Anita shifted in her seat nervously. It had taken great self-control to confront Westermark. And she still hadn’t finished. She knew she must be calm and professionally detached, even though every fibre of her being wanted to scream out that this bastard had killed her friend and an innocent young woman. She had to play the game.
Westermark didn’t return with his glass. Instead he was holding a regulation, police-issue Sig Sauer. It was pointing straight at her. Anita stiffened. She’d been naïve to think his pistol would be safely locked away at the polishus. He casually sat down in a white swivel chair and swayed gently back and forth. Eventually, he spoke.
‘You think you’re so fucking clever, Anita.’
Anita was mesmerised by the pistol. This was going to be difficult.
‘Put that down, Karl.’
‘You shouldn’t have come on your own. Trying to be a heroine again. Sorry, it’s hero in this fucking gender-equal world that we fanny about in, isn’t it? Either way, you’ll never be as good a cop as me. You’re not tough enough. Not decisive enough. Too bloody emotional. Sucker for a sob story or a lost cause. Look at the Scottish prick you loved so much. I do things that need to be done.’
‘Like killing Jansson and Nordlund?’
‘Both necessary actions for different reasons.’ Anita couldn’t believe how unruffled and controlled Westermark was. That wasn’t good. She wasn’t sure what she had expected. Not this.

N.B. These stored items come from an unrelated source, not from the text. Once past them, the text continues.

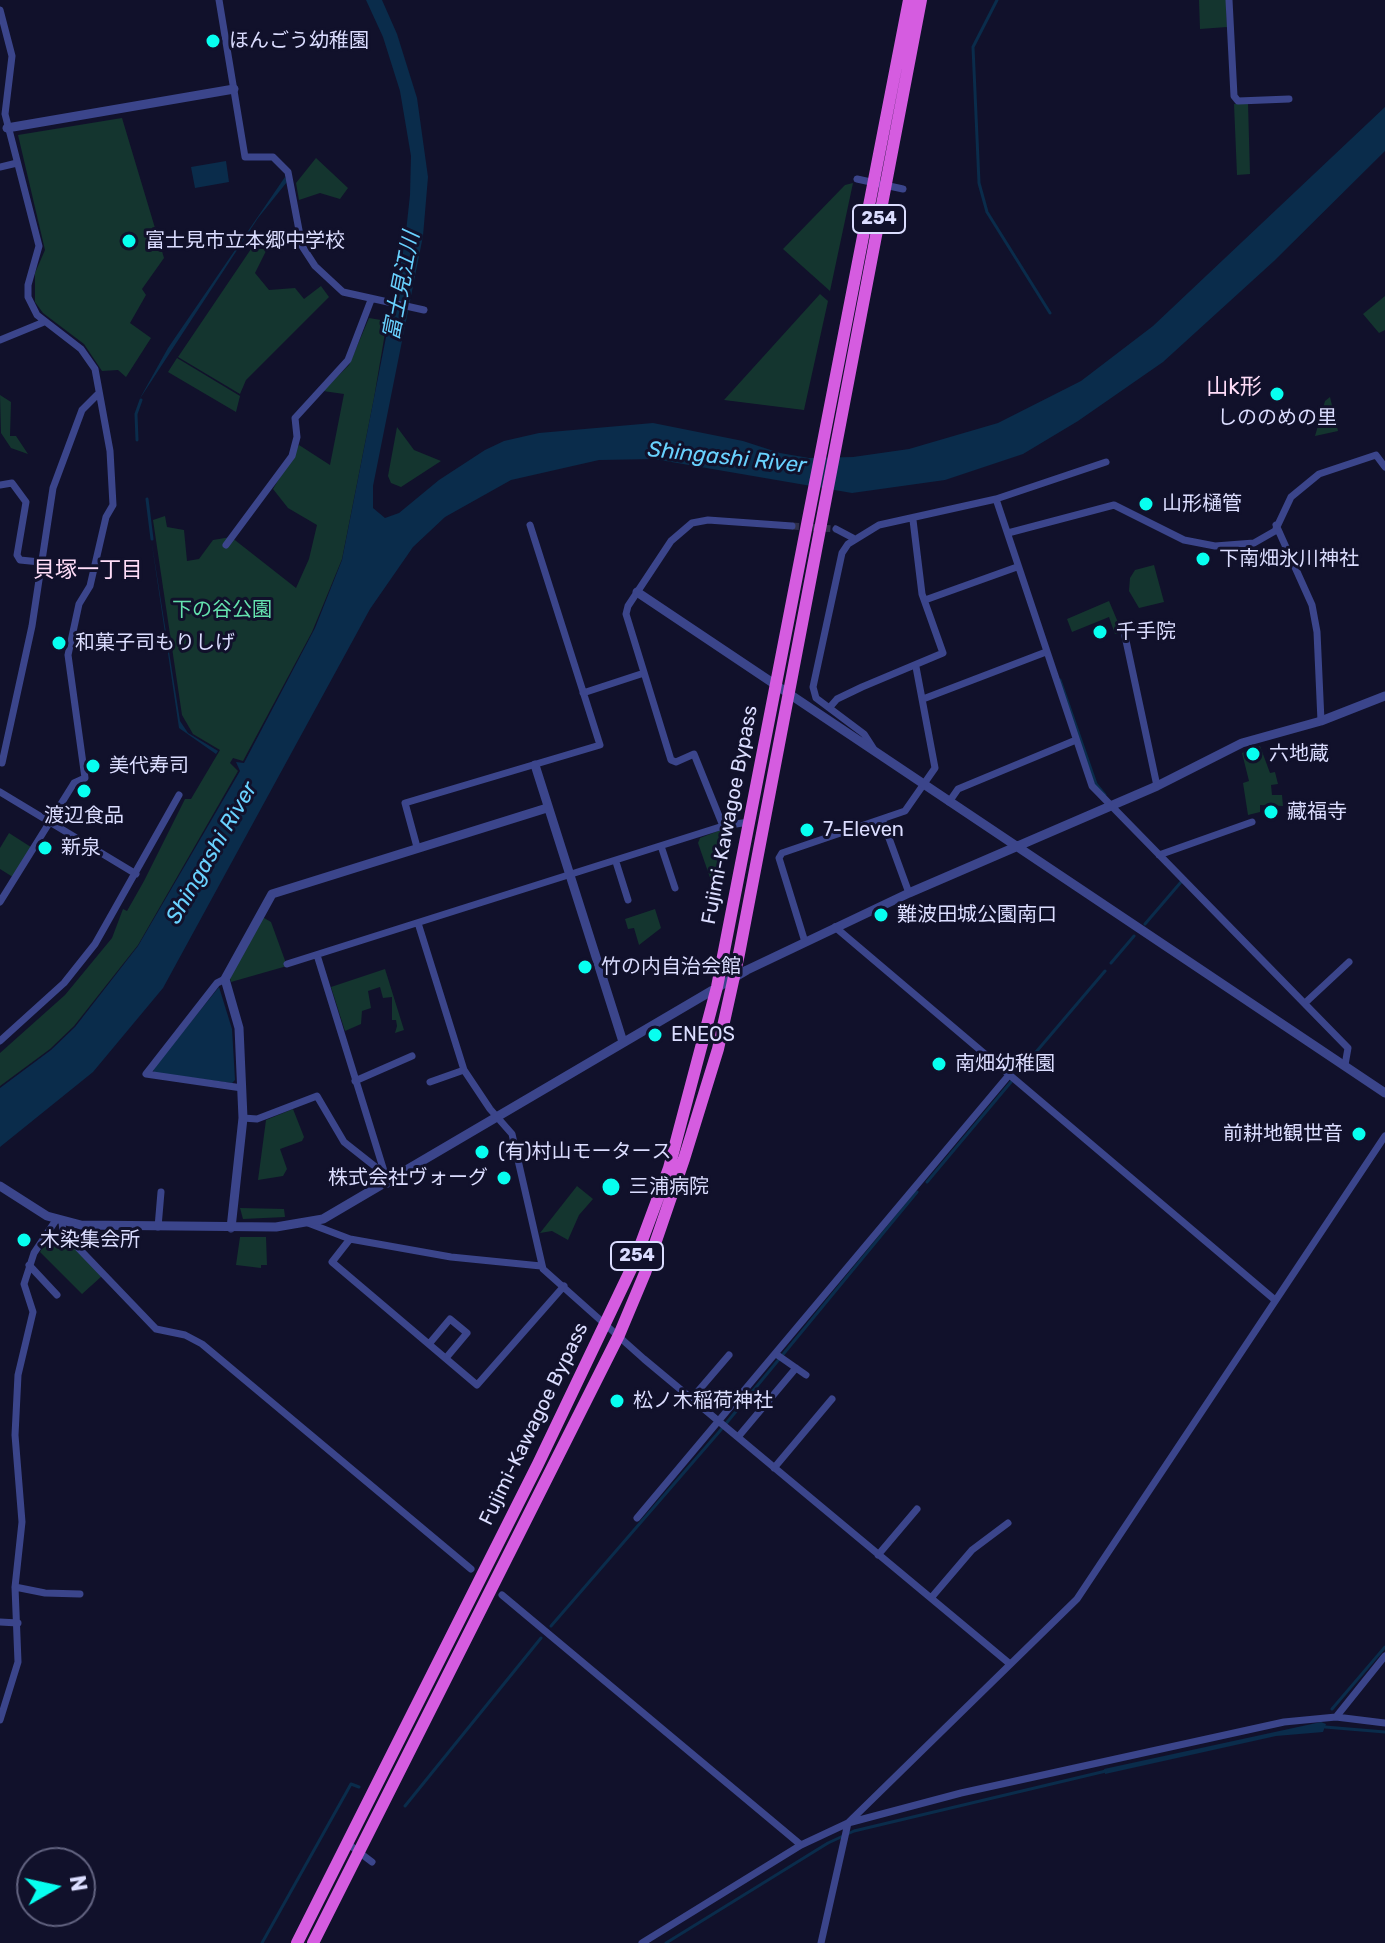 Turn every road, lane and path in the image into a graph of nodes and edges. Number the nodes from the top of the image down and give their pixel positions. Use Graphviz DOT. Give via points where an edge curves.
graph roads {
  1 [pos="219,0"];
  2 [pos="909,0"];
  3 [pos="921,0"];
  4 [pos="1229,0"];
  5 [pos="0,10"];
  6 [pos="11,73"];
  7 [pos="0,74"];
  8 [pos="234,89"];
  9 [pos="1289,99"];
  10 [pos="4,128"];
  11 [pos="17,163"];
  12 [pos="0,167"];
  13 [pos="857,179"];
  14 [pos="880,184"];
  15 [pos="903,189"];
  16 [pos="375,300"];
  17 [pos="424,310"];
  18 [pos="44,322"];
  19 [pos="0,340"];
  20 [pos="97,395"];
  21 [pos="1106,462"];
  22 [pos="1385,467"];
  23 [pos="0,485"];
  24 [pos="996,499"];
  25 [pos="817,510"];
  26 [pos="913,520"];
  27 [pos="530,525"];
  28 [pos="1276,525"];
  29 [pos="792,526"];
  30 [pos="836,529"];
  31 [pos="1008,533"];
  32 [pos="853,538"];
  33 [pos="226,545"];
  34 [pos="40,562"];
  35 [pos="1017,567"];
  36 [pos="637,592"];
  37 [pos="925,600"];
  38 [pos="1125,636"];
  39 [pos="1046,652"];
  40 [pos="916,667"];
  41 [pos="644,673"];
  42 [pos="775,685"];
  43 [pos="583,693"];
  44 [pos="789,695"];
  45 [pos="1385,696"];
  46 [pos="923,699"];
  47 [pos="830,707"];
  48 [pos="1321,721"];
  49 [pos="1076,740"];
  50 [pos="875,753"];
  51 [pos="2,763"];
  52 [pos="535,765"];
  53 [pos="924,785"];
  54 [pos="1157,786"];
  55 [pos="0,792"];
  56 [pos="179,795"];
  57 [pos="949,802"];
  58 [pos="1109,805"];
  59 [pos="547,808"];
  60 [pos="882,819"];
  61 [pos="50,822"];
  62 [pos="749,822"];
  63 [pos="1252,822"];
  64 [pos="723,826"];
  65 [pos="661,846"];
  66 [pos="417,847"];
  67 [pos="1013,847"];
  68 [pos="1159,855"];
  69 [pos="616,862"];
  70 [pos="136,874"];
  71 [pos="569,875"];
  72 [pos="675,888"];
  73 [pos="909,893"];
  74 [pos="628,900"];
  75 [pos="0,902"];
  76 [pos="418,923"];
  77 [pos="835,927"];
  78 [pos="805,942"];
  79 [pos="317,955"];
  80 [pos="1349,962"];
  81 [pos="287,964"];
  82 [pos="733,978"];
  83 [pos="225,979"];
  84 [pos="717,987"];
  85 [pos="1305,1003"];
  86 [pos="0,1041"];
  87 [pos="623,1042"];
  88 [pos="412,1056"];
  89 [pos="1345,1065"];
  90 [pos="464,1070"];
  91 [pos="1009,1075"];
  92 [pos="355,1081"];
  93 [pos="430,1082"];
  94 [pos="242,1088"];
  95 [pos="1385,1093"];
  96 [pos="499,1117"];
  97 [pos="243,1118"];
  98 [pos="1385,1136"];
  99 [pos="384,1173"];
  100 [pos="388,1184"];
  101 [pos="0,1186"];
  102 [pos="161,1192"];
  103 [pos="59,1221"];
  104 [pos="308,1223"];
  105 [pos="158,1227"];
  106 [pos="231,1228"];
  107 [pos="350,1239"];
  108 [pos="29,1265"];
  109 [pos="541,1266"];
  110 [pos="564,1286"];
  111 [pos="57,1295"];
  112 [pos="1275,1300"];
  113 [pos="606,1322"];
  114 [pos="619,1335"];
  115 [pos="429,1344"];
  116 [pos="729,1355"];
  117 [pos="779,1356"];
  118 [pos="446,1358"];
  119 [pos="796,1368"];
  120 [pos="806,1375"];
  121 [pos="693,1397"];
  122 [pos="832,1399"];
  123 [pos="723,1424"];
  124 [pos="738,1437"];
  125 [pos="774,1468"];
  126 [pos="917,1509"];
  127 [pos="637,1518"];
  128 [pos="1008,1523"];
  129 [pos="878,1555"];
  130 [pos="471,1569"];
  131 [pos="15,1587"];
  132 [pos="80,1594"];
  133 [pos="502,1595"];
  134 [pos="931,1598"];
  135 [pos="0,1622"];
  136 [pos="18,1623"];
  137 [pos="1385,1656"];
  138 [pos="1010,1664"];
  139 [pos="1336,1717"];
  140 [pos="0,1720"];
  141 [pos="1385,1723"];
  142 [pos="848,1823"];
  143 [pos="801,1845"];
  144 [pos="352,1847"];
  145 [pos="372,1862"];
  146 [pos="297,1943"];
  147 [pos="313,1943"];
  148 [pos="642,1943"];
  149 [pos="821,1943"];
  1 -- 8 [label="street"];
  2 -- 14 [label="highway, Fujimi-Kawagoe Bypass / 254"];
  3 -- 14 [label="highway, Fujimi-Kawagoe Bypass / 254"];
  4 -- 9 [label="street" via="1234,96 1238,101"];
  5 -- 6 [label="street"];
  6 -- 7 [label="street"];
  6 -- 10 [label="street"];
  8 -- 10 [label="street"];
  8 -- 16 [label="street" via="245,157 273,157 285,168 302,246 315,266 343,292"];
  10 -- 11 [label="street"];
  11 -- 12 [label="street"];
  11 -- 18 [label="street" via="39,246 28,297"];
  13 -- 14 [label="street"];
  14 -- 15 [label="street"];
  14 -- 25 [label="highway, Fujimi-Kawagoe Bypass / 254"];
  16 -- 17 [label="street"];
  16 -- 33 [label="street" via="348,360 295,418 292,456"];
  18 -- 19 [label="street"];
  18 -- 20 [label="street" via="89,358"];
  20 -- 34 [label="street" via="82,410 53,488"];
  20 -- 61 [label="street" via="110,451 113,505 90,586 79,604 68,655 85,778 74,783"];
  21 -- 24 [label="street"];
  22 -- 28 [label="street" via="1376,455 1319,474 1291,497"];
  23 -- 34 [label="street" via="12,483 26,502 17,555"];
  24 -- 26 [label="street"];
  24 -- 31 [label="street"];
  25 -- 42 [label="highway, Fujimi-Kawagoe Bypass / 254"];
  25 -- 44 [label="highway, Fujimi-Kawagoe Bypass / 254"];
  26 -- 32 [label="street" via="879,525"];
  26 -- 37 [label="street"];
  27 -- 43 [label="street"];
  28 -- 31 [label="street" via="1275,531 1254,543 1215,546 1184,540 1114,505"];
  28 -- 48 [label="street" via="1312,605"];
  29 -- 36 [label="street" via="692,523 671,541"];
  30 -- 32 [label="street"];
  31 -- 35 [label="street"];
  32 -- 47 [label="street" via="842,553 813,677 816,698"];
  34 -- 51 [label="street" via="32,626"];
  35 -- 37 [label="street"];
  35 -- 39 [label="street"];
  36 -- 41 [label="street" via="626,614"];
  36 -- 42 [label="street"];
  37 -- 40 [label="street" via="945,650"];
  38 -- 54 [label="street"];
  39 -- 46 [label="street"];
  39 -- 49 [label="street"];
  40 -- 46 [label="street"];
  40 -- 47 [label="street" via="862,687"];
  41 -- 43 [label="street"];
  41 -- 64 [label="street" via="671,760 694,754"];
  42 -- 44 [label="street"];
  42 -- 62 [label="highway, Fujimi-Kawagoe Bypass / 254"];
  43 -- 52 [label="street" via="600,745"];
  44 -- 50 [label="street"];
  44 -- 82 [label="highway, Fujimi-Kawagoe Bypass / 254"];
  45 -- 48 [label="street"];
  46 -- 53 [label="street" via="935,764"];
  47 -- 50 [label="street" via="864,734"];
  48 -- 54 [label="street" via="1242,743"];
  49 -- 57 [label="street" via="958,789"];
  49 -- 58 [label="street" via="1092,786"];
  50 -- 53 [label="street"];
  52 -- 59 [label="street"];
  52 -- 66 [label="street" via="405,803"];
  53 -- 57 [label="street"];
  53 -- 60 [label="street" via="905,811"];
  54 -- 58 [label="street"];
  55 -- 61 [label="street"];
  56 -- 70 [label="street"];
  57 -- 67 [label="street"];
  58 -- 67 [label="street"];
  58 -- 68 [label="street"];
  59 -- 66 [label="street"];
  59 -- 71 [label="street"];
  60 -- 73 [label="street"];
  60 -- 78 [label="street" via="782,853 779,858"];
  61 -- 70 [label="street"];
  61 -- 75 [label="street"];
  62 -- 64 [label="street"];
  62 -- 84 [label="highway, Fujimi-Kawagoe Bypass / 254"];
  63 -- 68 [label="street"];
  64 -- 65 [label="street"];
  65 -- 69 [label="street"];
  65 -- 72 [label="street"];
  66 -- 83 [label="street" via="276,891"];
  67 -- 73 [label="street"];
  67 -- 89 [label="street"];
  68 -- 85 [label="street"];
  69 -- 71 [label="street"];
  69 -- 74 [label="street"];
  70 -- 86 [label="street" via="104,931 64,983"];
  71 -- 76 [label="street"];
  71 -- 87 [label="street"];
  73 -- 77 [label="street"];
  76 -- 79 [label="street"];
  76 -- 90 [label="street"];
  77 -- 78 [label="street"];
  77 -- 91 [label="street"];
  78 -- 82 [label="street"];
  79 -- 81 [label="street"];
  79 -- 92 [label="street"];
  80 -- 85 [label="street"];
  82 -- 84 [label="street"];
  82 -- 114 [label="highway, Fujimi-Kawagoe Bypass / 254" via="718,1049 684,1159"];
  83 -- 94 [label="street" via="239,1028"];
  83 -- 94 [label="street" via="146,1074"];
  84 -- 87 [label="street"];
  84 -- 113 [label="highway, Fujimi-Kawagoe Bypass / 254" via="669,1168"];
  85 -- 89 [label="street" via="1348,1048"];
  87 -- 96 [label="street"];
  88 -- 92 [label="street"];
  89 -- 95 [label="street"];
  90 -- 93 [label="street"];
  90 -- 96 [label="street"];
  91 -- 112 [label="street"];
  91 -- 117 [label="street"];
  92 -- 99 [label="street"];
  94 -- 97 [label="street"];
  96 -- 100 [label="street"];
  96 -- 109 [label="street" via="512,1134"];
  97 -- 99 [label="street" via="257,1119 317,1096 344,1142"];
  97 -- 106 [label="street"];
  98 -- 112 [label="street"];
  99 -- 100 [label="street"];
  100 -- 104 [label="street"];
  101 -- 103 [label="street"];
  102 -- 105 [label="street"];
  103 -- 105 [label="street"];
  103 -- 108 [label="street"];
  103 -- 130 [label="street" via="63,1232 156,1329 202,1344"];
  104 -- 106 [label="street"];
  104 -- 107 [label="street"];
  105 -- 106 [label="street"];
  107 -- 109 [label="street"];
  107 -- 115 [label="street" via="332,1262"];
  108 -- 111 [label="street"];
  108 -- 131 [label="street" via="24,1289 33,1312 18,1375 15,1435 22,1522"];
  109 -- 110 [label="street"];
  110 -- 113 [label="street"];
  110 -- 118 [label="street" via="477,1385"];
  112 -- 138 [label="street" via="1077,1599"];
  113 -- 114 [label="street"];
  113 -- 144 [label="highway, Fujimi-Kawagoe Bypass / 254"];
  114 -- 121 [label="street"];
  114 -- 144 [label="highway, Fujimi-Kawagoe Bypass / 254"];
  115 -- 118 [label="street"];
  115 -- 118 [label="street" via="450,1319 467,1333"];
  116 -- 121 [label="street"];
  117 -- 119 [label="street"];
  117 -- 123 [label="street"];
  119 -- 120 [label="street"];
  119 -- 124 [label="street"];
  121 -- 123 [label="street"];
  122 -- 125 [label="street"];
  123 -- 124 [label="street"];
  123 -- 127 [label="street"];
  124 -- 125 [label="street"];
  125 -- 129 [label="street"];
  126 -- 129 [label="street"];
  128 -- 134 [label="street" via="972,1550"];
  129 -- 134 [label="street"];
  131 -- 132 [label="street"];
  131 -- 136 [label="street"];
  133 -- 143 [label="street"];
  134 -- 138 [label="street"];
  135 -- 136 [label="street"];
  136 -- 140 [label="street" via="18,1669"];
  137 -- 139 [label="street"];
  138 -- 142 [label="street"];
  139 -- 141 [label="street"];
  139 -- 142 [label="street" via="1284,1722"];
  142 -- 143 [label="street"];
  142 -- 149 [label="street"];
  143 -- 148 [label="street"];
  144 -- 145 [label="street"];
  144 -- 146 [label="highway, Fujimi-Kawagoe Bypass / 254"];
  144 -- 147 [label="highway, Fujimi-Kawagoe Bypass / 254"];
}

‘But I have to hand it to you, Anita – your story’s spot on. The Jansson bitch was whimpering on about reporting me. And Nordlund got too nosey. Why didn’t he just leave it?’ he said in a sudden burst of anguish. ‘He was retiring in a couple of months. We had our murderer, for fuck’s sake. If only he’d just let it lie.’
‘He was a good policeman to the last.’
‘Screw him! Screw you all!’
He leant forward and with the pistol he slowly began to make little circles in the air in front of Anita’s face.
‘Oh, Anita. We could have been so good together. I know you always wanted me. I would have been the best fuck you ever had. And now it’s too late. Can’t let you live.’ In an instant he lost his temper. ‘You’ve always had it in for me. Why?’ he screamed. ‘Why?’
Anita sat as passively as she could while he ranted. She was feeling sick, but she mustn’t betray her fear. In a moment, the fury passed and he sat back in the chair, grinning.
‘I always hated you for loving that journalist. It should have been me, not him.’ He gave a slight guffaw. ‘It was a pendant that gave Strachan away, remember? I thought planting the earring in your ex’s car was a nice piece of irony. Well, I’m glad Strachan’s dead. And as for Nordlund – why couldn’t you show me the respect you showed him? That’s what I wanted. That’s what I deserved.’
‘Not after our failure to arrest Dag Wollstad.’
He burst into a disconcerting giggle.
‘I
knew
you knew. You were the only one who suspected I’d tipped him off.’
‘How many pieces of silver did you get for that, Karl?’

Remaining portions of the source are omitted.